[[ Data for review, beginning ]]
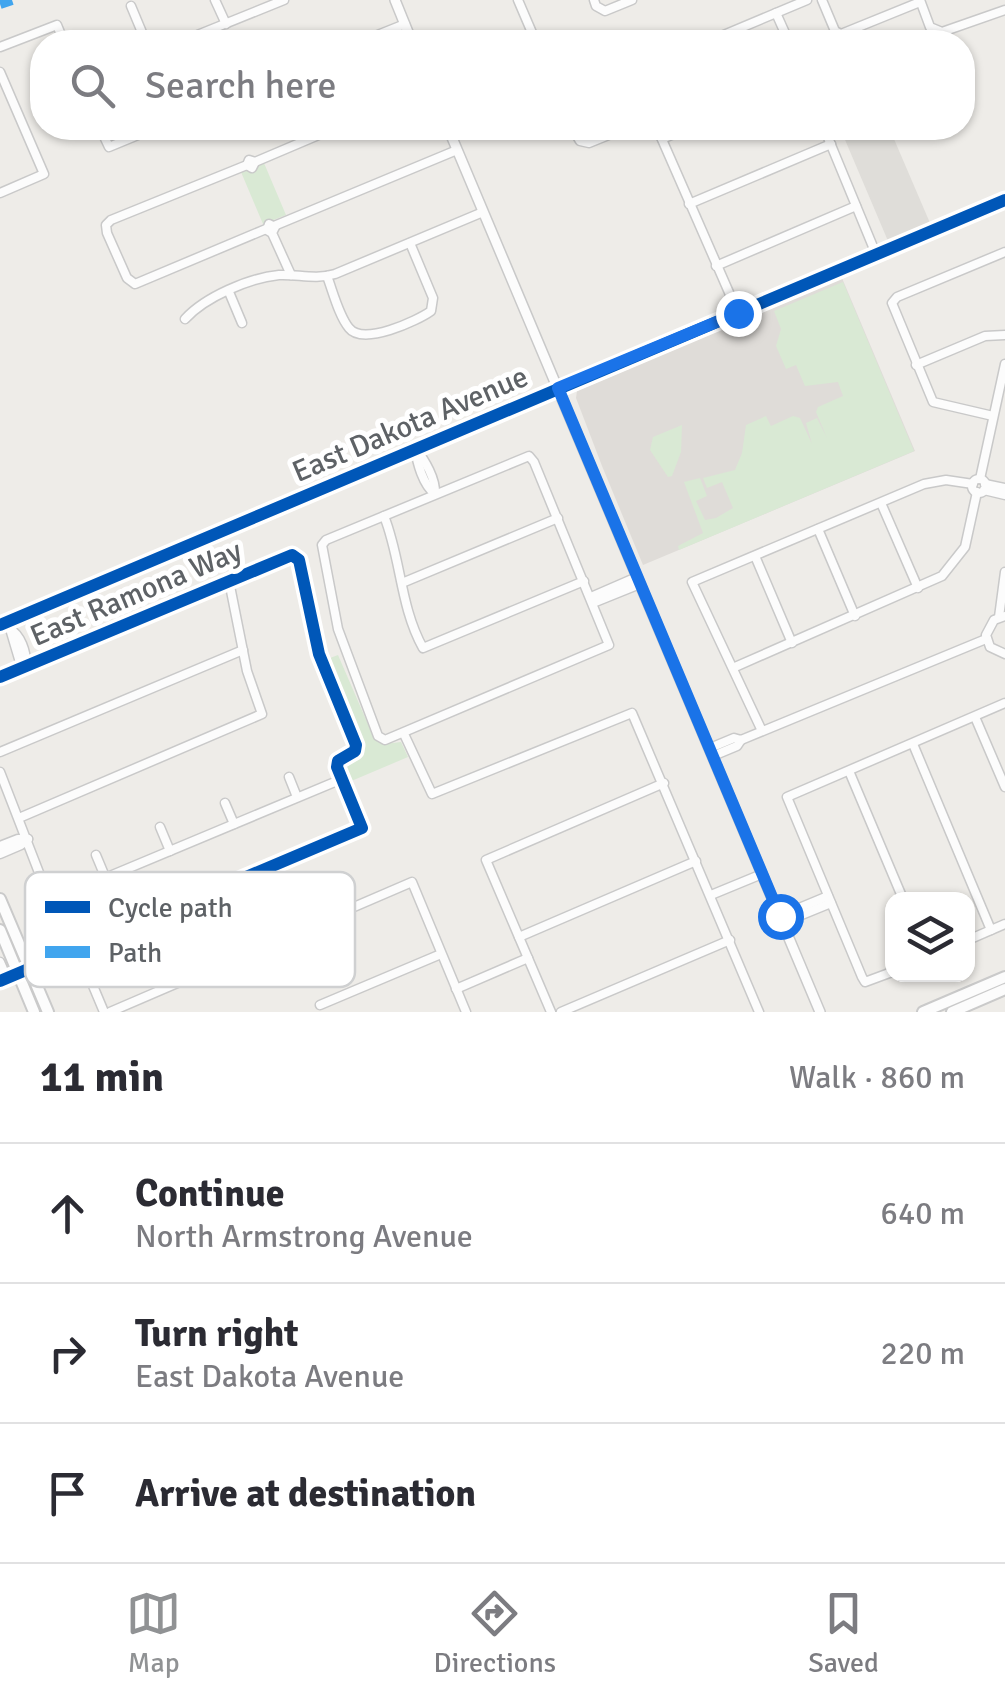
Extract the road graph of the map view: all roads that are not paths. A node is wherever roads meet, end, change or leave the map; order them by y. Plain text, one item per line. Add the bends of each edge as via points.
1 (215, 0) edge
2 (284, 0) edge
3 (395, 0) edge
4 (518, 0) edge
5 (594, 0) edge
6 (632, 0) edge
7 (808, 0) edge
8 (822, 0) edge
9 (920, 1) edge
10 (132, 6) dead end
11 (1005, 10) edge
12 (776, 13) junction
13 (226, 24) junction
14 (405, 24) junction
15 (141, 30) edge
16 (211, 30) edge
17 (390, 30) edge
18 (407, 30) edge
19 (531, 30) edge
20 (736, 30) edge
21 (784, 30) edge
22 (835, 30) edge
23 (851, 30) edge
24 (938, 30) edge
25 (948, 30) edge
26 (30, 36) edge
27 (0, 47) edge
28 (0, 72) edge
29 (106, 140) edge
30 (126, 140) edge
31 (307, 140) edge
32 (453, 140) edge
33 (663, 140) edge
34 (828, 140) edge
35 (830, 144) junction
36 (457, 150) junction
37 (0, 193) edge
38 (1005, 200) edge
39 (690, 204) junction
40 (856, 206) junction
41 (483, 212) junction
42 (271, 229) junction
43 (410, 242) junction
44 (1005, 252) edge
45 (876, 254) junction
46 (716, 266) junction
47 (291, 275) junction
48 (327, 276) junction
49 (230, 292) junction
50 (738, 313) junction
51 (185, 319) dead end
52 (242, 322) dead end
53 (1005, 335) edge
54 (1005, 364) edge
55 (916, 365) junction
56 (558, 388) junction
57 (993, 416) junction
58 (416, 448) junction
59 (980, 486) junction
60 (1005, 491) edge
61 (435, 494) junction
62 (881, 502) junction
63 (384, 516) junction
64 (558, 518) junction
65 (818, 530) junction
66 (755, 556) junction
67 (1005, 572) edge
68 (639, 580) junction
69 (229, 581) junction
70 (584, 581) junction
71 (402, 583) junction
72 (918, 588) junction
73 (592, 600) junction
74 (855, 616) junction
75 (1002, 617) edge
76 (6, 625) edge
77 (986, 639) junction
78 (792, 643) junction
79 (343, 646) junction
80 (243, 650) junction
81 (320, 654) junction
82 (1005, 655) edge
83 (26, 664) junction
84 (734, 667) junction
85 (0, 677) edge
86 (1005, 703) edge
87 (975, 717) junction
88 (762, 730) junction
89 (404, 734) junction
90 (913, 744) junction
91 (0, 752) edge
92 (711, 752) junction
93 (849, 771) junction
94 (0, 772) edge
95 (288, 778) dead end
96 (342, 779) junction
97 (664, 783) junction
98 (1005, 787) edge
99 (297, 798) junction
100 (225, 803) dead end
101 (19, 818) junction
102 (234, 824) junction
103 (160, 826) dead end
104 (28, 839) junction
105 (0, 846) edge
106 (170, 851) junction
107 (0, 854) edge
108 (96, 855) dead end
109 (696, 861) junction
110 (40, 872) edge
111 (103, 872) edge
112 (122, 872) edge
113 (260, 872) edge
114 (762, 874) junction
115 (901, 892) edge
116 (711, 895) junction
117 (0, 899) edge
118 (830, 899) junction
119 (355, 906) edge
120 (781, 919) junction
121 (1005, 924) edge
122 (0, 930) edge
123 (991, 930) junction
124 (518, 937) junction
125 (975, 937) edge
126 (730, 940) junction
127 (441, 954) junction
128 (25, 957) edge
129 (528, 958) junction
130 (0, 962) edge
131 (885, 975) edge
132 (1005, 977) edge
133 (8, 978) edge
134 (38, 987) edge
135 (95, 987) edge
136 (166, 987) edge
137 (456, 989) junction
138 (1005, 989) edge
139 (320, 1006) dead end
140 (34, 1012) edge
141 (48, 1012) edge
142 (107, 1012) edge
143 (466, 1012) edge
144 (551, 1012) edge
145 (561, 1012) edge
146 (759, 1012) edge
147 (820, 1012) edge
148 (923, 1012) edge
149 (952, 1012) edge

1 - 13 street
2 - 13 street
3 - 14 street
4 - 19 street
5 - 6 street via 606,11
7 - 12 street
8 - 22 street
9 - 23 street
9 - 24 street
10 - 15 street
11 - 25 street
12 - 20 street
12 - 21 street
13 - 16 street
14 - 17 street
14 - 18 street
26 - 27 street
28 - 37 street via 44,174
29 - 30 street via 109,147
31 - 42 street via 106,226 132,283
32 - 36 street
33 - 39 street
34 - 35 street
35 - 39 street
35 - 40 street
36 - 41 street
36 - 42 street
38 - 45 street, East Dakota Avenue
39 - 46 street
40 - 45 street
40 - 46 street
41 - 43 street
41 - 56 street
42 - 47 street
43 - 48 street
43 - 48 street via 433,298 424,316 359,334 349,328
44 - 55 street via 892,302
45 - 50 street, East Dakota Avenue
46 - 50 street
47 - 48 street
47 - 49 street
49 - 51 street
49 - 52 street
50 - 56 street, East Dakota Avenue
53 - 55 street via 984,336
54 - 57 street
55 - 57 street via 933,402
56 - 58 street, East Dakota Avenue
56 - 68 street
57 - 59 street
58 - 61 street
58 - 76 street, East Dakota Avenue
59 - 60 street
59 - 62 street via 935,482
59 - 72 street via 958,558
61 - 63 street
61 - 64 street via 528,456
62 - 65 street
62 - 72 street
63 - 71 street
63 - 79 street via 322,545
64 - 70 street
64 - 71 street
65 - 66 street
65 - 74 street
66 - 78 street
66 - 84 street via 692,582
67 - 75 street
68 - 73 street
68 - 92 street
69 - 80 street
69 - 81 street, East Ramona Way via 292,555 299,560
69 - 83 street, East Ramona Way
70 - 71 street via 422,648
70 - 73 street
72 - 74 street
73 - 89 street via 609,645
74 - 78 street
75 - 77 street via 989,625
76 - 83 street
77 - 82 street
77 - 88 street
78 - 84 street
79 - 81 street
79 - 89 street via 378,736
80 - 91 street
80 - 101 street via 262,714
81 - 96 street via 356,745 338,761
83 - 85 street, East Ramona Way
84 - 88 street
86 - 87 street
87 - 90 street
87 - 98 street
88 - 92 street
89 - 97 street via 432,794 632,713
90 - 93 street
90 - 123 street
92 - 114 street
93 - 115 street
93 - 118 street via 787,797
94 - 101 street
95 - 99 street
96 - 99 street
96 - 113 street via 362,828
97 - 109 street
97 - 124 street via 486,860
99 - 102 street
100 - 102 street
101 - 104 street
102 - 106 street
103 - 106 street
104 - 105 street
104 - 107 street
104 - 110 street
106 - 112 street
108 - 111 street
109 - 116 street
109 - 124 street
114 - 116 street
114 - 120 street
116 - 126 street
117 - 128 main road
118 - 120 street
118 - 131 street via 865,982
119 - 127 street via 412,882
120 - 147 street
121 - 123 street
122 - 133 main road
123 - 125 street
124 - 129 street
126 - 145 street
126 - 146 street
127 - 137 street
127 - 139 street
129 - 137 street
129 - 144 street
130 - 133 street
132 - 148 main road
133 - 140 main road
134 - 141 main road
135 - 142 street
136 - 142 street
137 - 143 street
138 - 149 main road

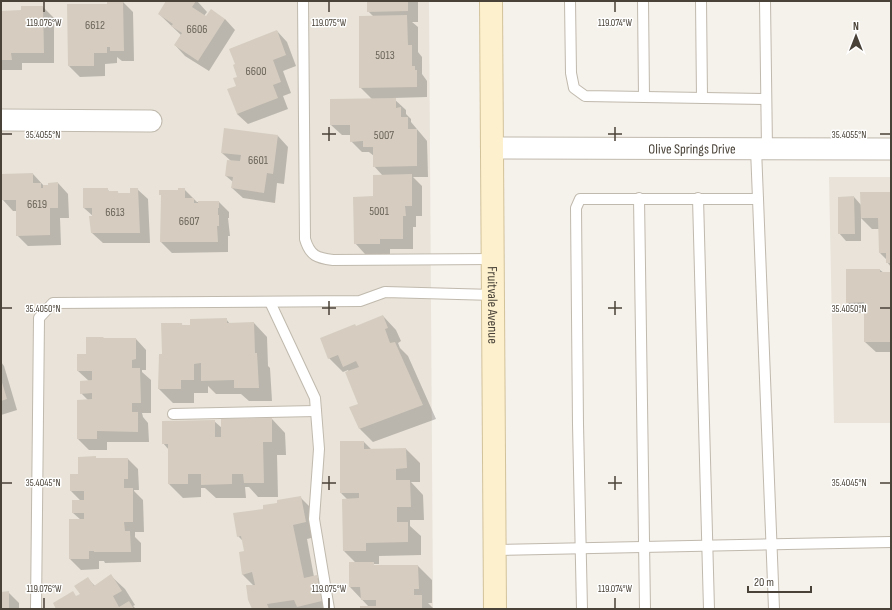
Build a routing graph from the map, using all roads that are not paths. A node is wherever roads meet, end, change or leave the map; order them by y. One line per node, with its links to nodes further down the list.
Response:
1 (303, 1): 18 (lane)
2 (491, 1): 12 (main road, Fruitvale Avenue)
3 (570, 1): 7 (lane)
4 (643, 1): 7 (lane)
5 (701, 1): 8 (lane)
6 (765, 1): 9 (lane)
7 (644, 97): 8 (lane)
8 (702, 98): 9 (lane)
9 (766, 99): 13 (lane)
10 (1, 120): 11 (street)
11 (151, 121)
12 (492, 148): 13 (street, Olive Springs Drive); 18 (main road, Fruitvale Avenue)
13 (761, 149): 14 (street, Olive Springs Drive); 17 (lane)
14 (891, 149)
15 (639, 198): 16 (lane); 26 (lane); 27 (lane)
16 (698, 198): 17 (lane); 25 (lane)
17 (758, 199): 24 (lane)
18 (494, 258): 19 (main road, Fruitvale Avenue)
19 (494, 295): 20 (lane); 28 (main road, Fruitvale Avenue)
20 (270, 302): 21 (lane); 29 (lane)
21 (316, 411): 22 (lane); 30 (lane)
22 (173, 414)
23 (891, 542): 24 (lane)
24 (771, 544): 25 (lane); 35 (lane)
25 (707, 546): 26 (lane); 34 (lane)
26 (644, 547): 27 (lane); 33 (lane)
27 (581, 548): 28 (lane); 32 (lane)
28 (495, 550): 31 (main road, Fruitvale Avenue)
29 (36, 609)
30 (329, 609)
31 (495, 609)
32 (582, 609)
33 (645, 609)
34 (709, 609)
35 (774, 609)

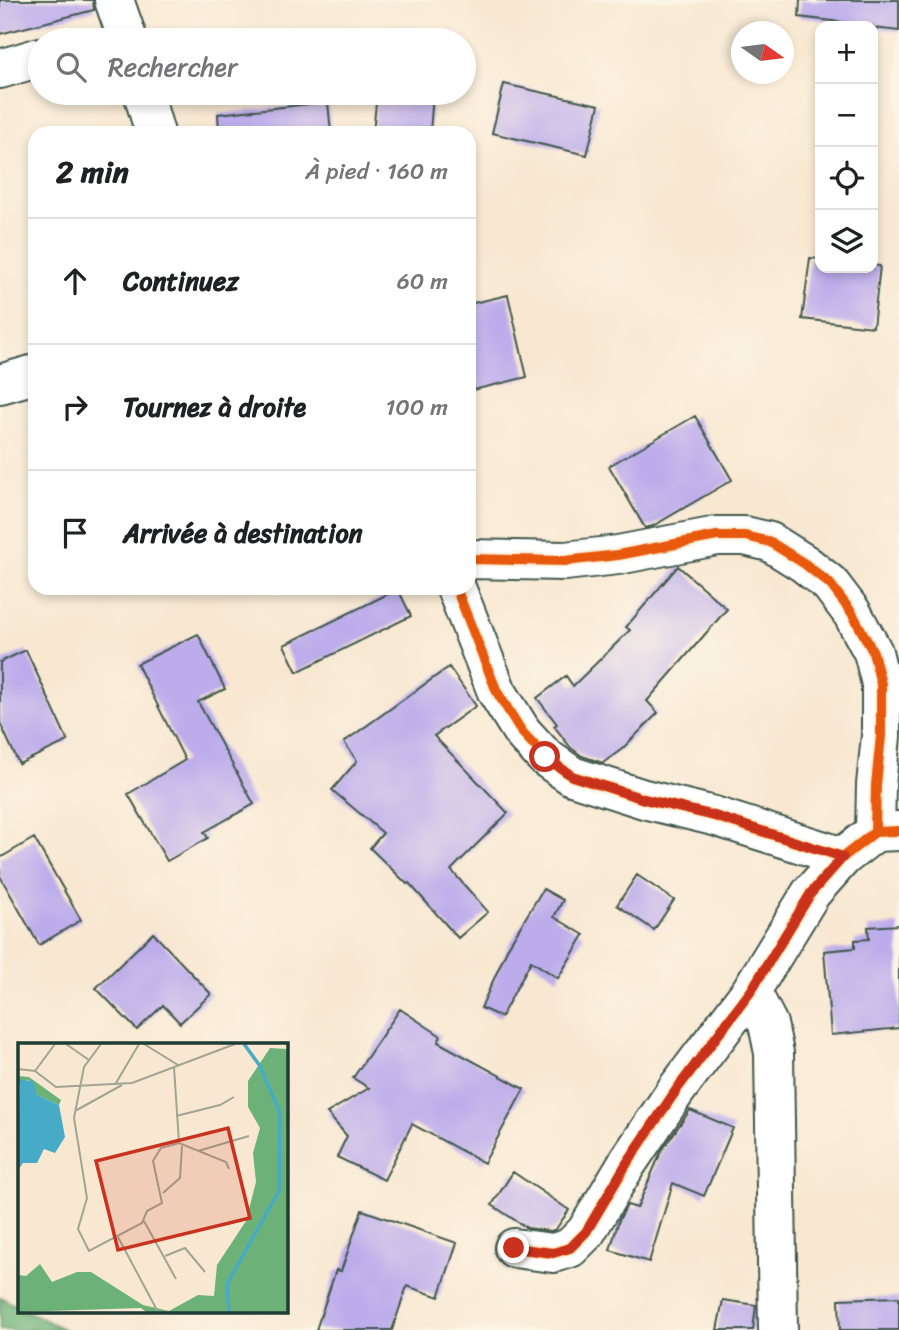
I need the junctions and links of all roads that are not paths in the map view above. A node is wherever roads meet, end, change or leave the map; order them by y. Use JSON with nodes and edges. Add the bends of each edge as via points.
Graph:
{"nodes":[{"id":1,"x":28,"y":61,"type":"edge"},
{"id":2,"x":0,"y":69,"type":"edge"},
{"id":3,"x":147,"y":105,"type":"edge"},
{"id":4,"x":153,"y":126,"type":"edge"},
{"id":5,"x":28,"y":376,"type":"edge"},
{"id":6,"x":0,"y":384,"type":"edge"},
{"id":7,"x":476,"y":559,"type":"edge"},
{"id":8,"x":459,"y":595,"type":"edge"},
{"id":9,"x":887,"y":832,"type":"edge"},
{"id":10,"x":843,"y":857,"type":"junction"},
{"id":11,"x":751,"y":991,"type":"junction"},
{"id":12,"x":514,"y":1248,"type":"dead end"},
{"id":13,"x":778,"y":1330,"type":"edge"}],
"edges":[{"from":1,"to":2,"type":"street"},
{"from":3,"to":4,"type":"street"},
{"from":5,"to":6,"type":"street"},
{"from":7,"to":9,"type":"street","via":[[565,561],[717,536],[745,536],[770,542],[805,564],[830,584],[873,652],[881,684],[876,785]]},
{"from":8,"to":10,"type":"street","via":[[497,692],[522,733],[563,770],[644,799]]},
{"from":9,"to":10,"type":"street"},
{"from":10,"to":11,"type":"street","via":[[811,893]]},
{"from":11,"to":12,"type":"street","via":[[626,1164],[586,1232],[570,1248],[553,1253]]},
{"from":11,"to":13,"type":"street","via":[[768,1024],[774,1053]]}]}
[[ Data for review, end ]]
Problem requirements :: Return each line from the entries above that includes "points".

Written solution ::
Extract the road graph of the map view: all roads that are not paths. A node is wherever roads meet, end, change or leave the map; order them by y. Plain text, one item per line. Add the bends of each edge as via points.
I need the junctions and links of all roads that are not paths in the map view above. A node is wherever roads meet, end, change or leave the map; order them by y. Use JSON with nodes and edges. Add the bends of each edge as via points.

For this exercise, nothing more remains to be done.